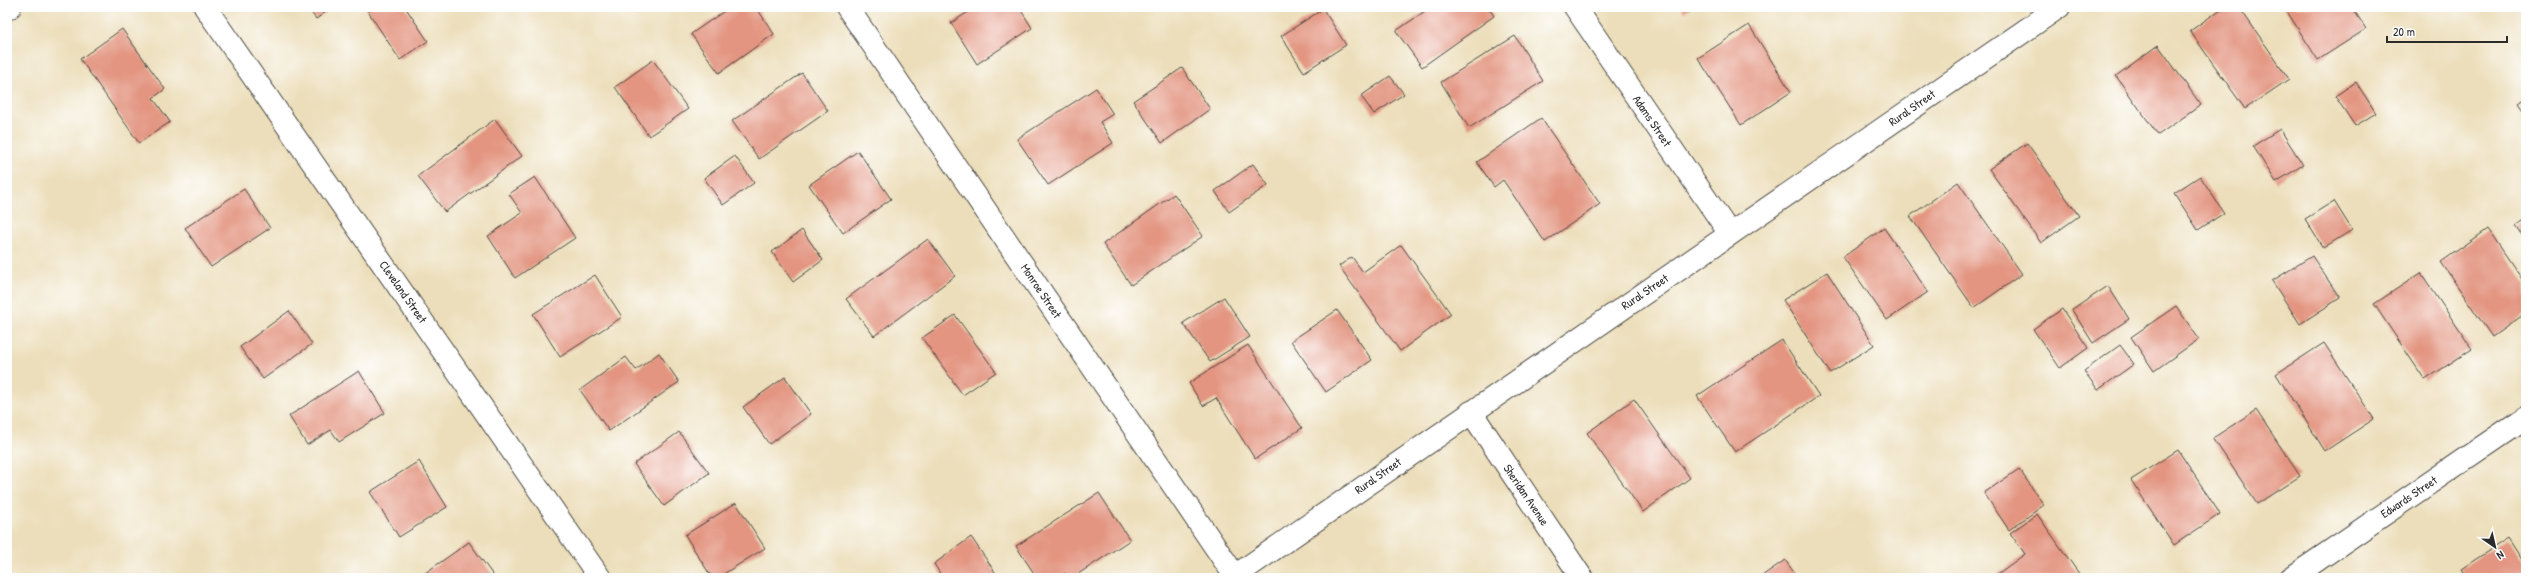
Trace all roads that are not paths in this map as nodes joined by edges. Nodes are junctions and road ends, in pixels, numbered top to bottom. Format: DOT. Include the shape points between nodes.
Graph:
graph roads {
  1 [pos="10,7"];
  2 [pos="205,7"];
  3 [pos="847,7"];
  4 [pos="1575,7"];
  5 [pos="2059,7"];
  6 [pos="7,9"];
  7 [pos="1730,234"];
  8 [pos="1471,412"];
  9 [pos="2526,417"];
  10 [pos="1234,577"];
  11 [pos="600,578"];
  12 [pos="1582,578"];
  13 [pos="2291,578"];
  1 -- 6 [label="street"];
  2 -- 11 [label="street, Cleveland Street"];
  3 -- 10 [label="street, Monroe Street"];
  4 -- 7 [label="street, Adams Street"];
  5 -- 7 [label="street, Rural Street"];
  7 -- 8 [label="street, Rural Street"];
  8 -- 10 [label="street, Rural Street"];
  8 -- 12 [label="street, Sheridan Avenue"];
  9 -- 13 [label="street, Edwards Street"];
}
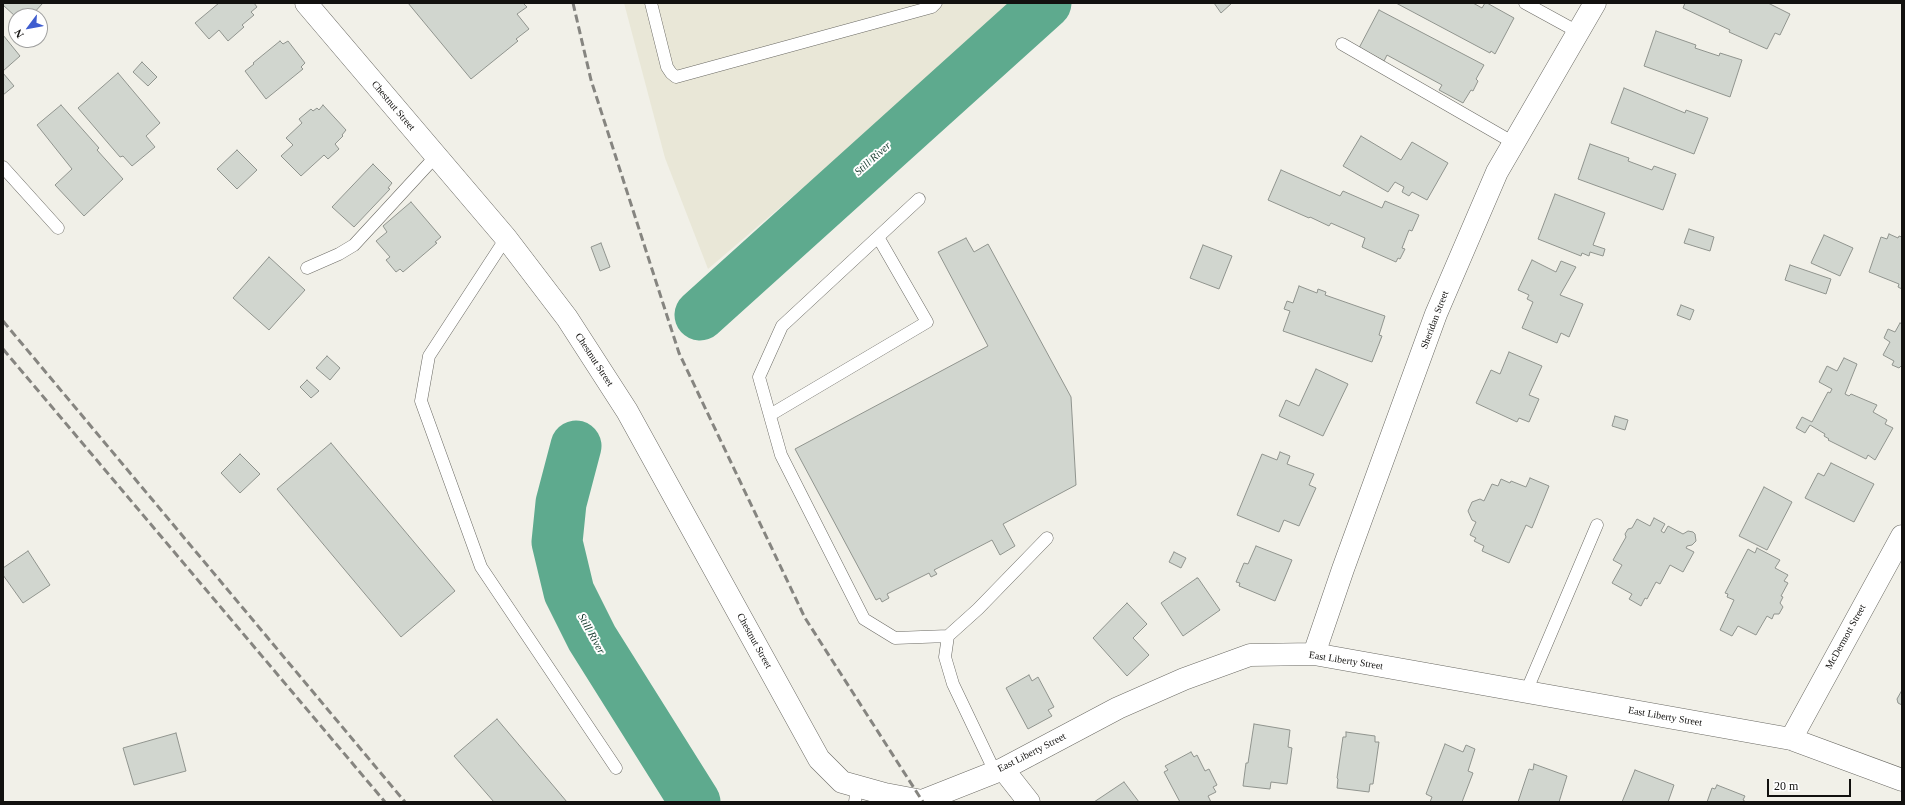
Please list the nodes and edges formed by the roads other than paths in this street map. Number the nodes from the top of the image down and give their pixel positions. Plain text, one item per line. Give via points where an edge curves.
1 (306, 3) edge
2 (651, 3) edge
3 (936, 3) edge
4 (1525, 3) edge
5 (1595, 3) edge
6 (1578, 32) junction
7 (1342, 44) dead end
8 (1514, 143) junction
9 (436, 156) junction
10 (3, 167) edge
11 (919, 199) dead end
12 (58, 228) dead end
13 (878, 237) junction
14 (506, 238) junction
15 (307, 268) dead end
16 (770, 415) junction
17 (1598, 525) dead end
18 (1902, 536) edge
19 (1047, 538) dead end
20 (948, 636) junction
21 (1314, 654) junction
22 (1526, 692) junction
23 (1791, 739) junction
24 (819, 759) joint
25 (616, 768) dead end
26 (999, 771) junction
27 (1902, 780) edge
28 (856, 794) edge
29 (1029, 802) edge

1 - 9 street, Chestnut Street
2 - 3 lane via 667,67 676,77
4 - 6 lane
5 - 6 street, Sheridan Street
6 - 8 street, Sheridan Street
7 - 8 lane
8 - 21 street, Sheridan Street via 1497,172 1436,314 1342,569
9 - 14 street, Chestnut Street
9 - 15 lane via 354,245
10 - 12 lane
11 - 13 lane
13 - 16 lane via 782,326 759,377
13 - 16 lane via 927,322
14 - 24 street, Chestnut Street via 567,318 627,411
14 - 25 lane via 429,356 420,402 481,567
16 - 20 lane via 781,455 864,619 895,638
17 - 22 lane
18 - 23 street, McDermott Street
19 - 20 lane via 984,604
20 - 26 lane via 945,658 953,684
21 - 22 street, East Liberty Street
21 - 26 street, East Liberty Street via 1250,655 1184,679 1118,708
22 - 23 street, East Liberty Street
23 - 27 street, East Liberty Street
24 - 28 street, East Liberty Street
26 - 28 street, East Liberty Street via 922,801 885,794
26 - 29 street

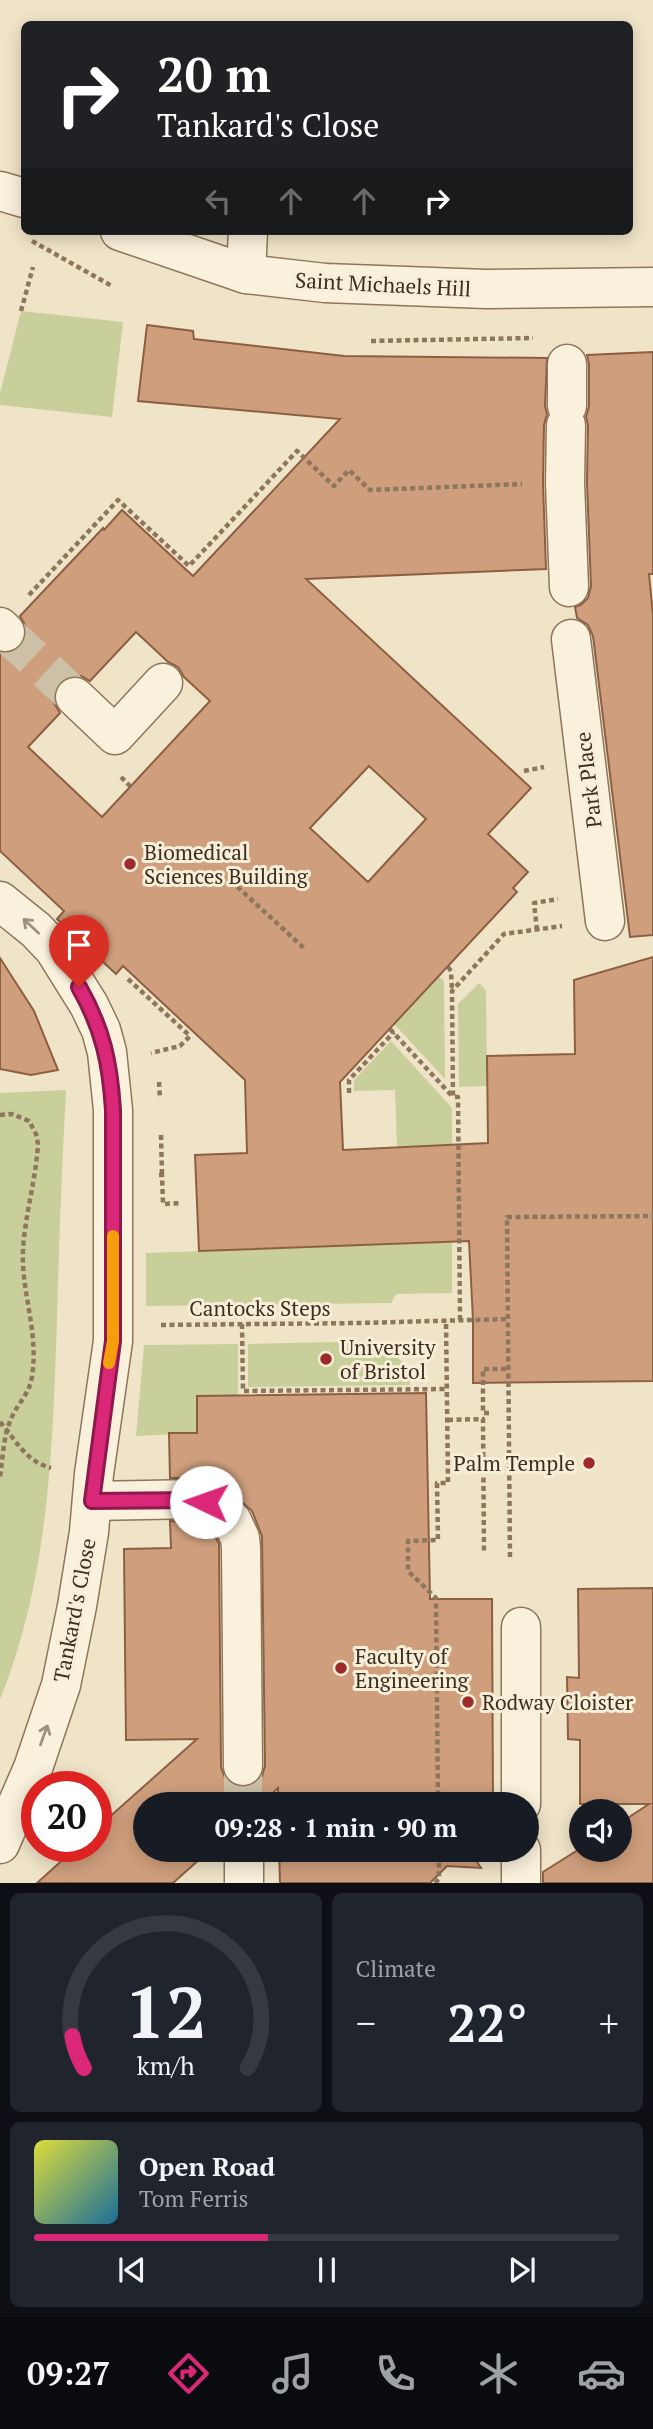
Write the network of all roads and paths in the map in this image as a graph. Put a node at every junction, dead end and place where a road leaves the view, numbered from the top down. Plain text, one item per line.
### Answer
1 (0, 191) edge
2 (21, 215) edge
3 (46, 235) edge
4 (131, 235) edge
5 (248, 235) edge
6 (33, 267) dead end
7 (246, 275) junction
8 (112, 286) dead end
9 (653, 287) edge
10 (21, 311) dead end
11 (491, 340) dead end
12 (371, 341) dead end
13 (567, 364) dead end
14 (565, 483) junction
15 (569, 587) dead end
16 (27, 597) dead end
17 (571, 639) dead end
18 (163, 683) dead end
19 (75, 697) tunnel mouth
20 (231, 880) dead end
21 (0, 901) edge
22 (606, 920) joint
23 (305, 949) dead end
24 (447, 967) dead end
25 (119, 971) dead end
26 (452, 991) junction
27 (147, 1054) dead end
28 (349, 1093) dead end
29 (453, 1097) junction
30 (0, 1115) edge
31 (160, 1133) dead end
32 (162, 1175) dead end
33 (653, 1216) edge
34 (508, 1319) junction
35 (460, 1320) junction
36 (446, 1321) junction
37 (242, 1324) junction
38 (161, 1325) dead end
39 (508, 1369) junction
40 (447, 1389) junction
41 (489, 1413) dead end
42 (448, 1420) junction
43 (0, 1422) edge
44 (7, 1430) junction
45 (49, 1467) dead end
46 (0, 1477) edge
47 (92, 1501) junction
48 (484, 1553) dead end
49 (510, 1557) dead end
50 (521, 1627) dead end
51 (243, 1766) tunnel mouth
52 (438, 1792) edge
53 (521, 1792) edge
54 (0, 1844) edge
55 (244, 1862) edge
56 (439, 1862) edge
57 (521, 1862) edge
58 (244, 1883) edge
59 (435, 1883) edge
60 (521, 1883) edge

1 - 2 street
3 - 8 path
4 - 7 street, Saint Michaels Hill
5 - 7 street
6 - 10 path
7 - 9 street, Saint Michaels Hill
11 - 12 path
13 - 14 street
14 - 15 street
14 - 16 path
17 - 22 street, Park Place
18 - 19 street
20 - 23 path
47 -> 21 street, Tankard's Close
22 - 26 path
24 - 26 path
25 - 27 path
26 - 29 path
28 - 29 path
29 - 35 path
30 - 44 path
31 - 32 path
33 - 34 path
34 - 35 path, Cantocks Steps
34 - 39 path
35 - 36 path, Cantocks Steps
36 - 37 path, Cantocks Steps
36 - 40 path
37 - 38 path, Cantocks Steps
37 - 40 path
39 - 41 path
39 - 49 path
40 - 42 path
42 - 48 path
42 - 52 path
43 - 44 path
44 - 45 path
44 - 46 path
47 - 51 street
54 -> 47 street, Tankard's Close
50 - 53 street
55 - 58 street
56 - 59 path
57 - 60 street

________

=== Work task ===
Within the entries above, find the string "mouth" and return each line that holds it.

=== Reply ===
19 (75, 697) tunnel mouth
51 (243, 1766) tunnel mouth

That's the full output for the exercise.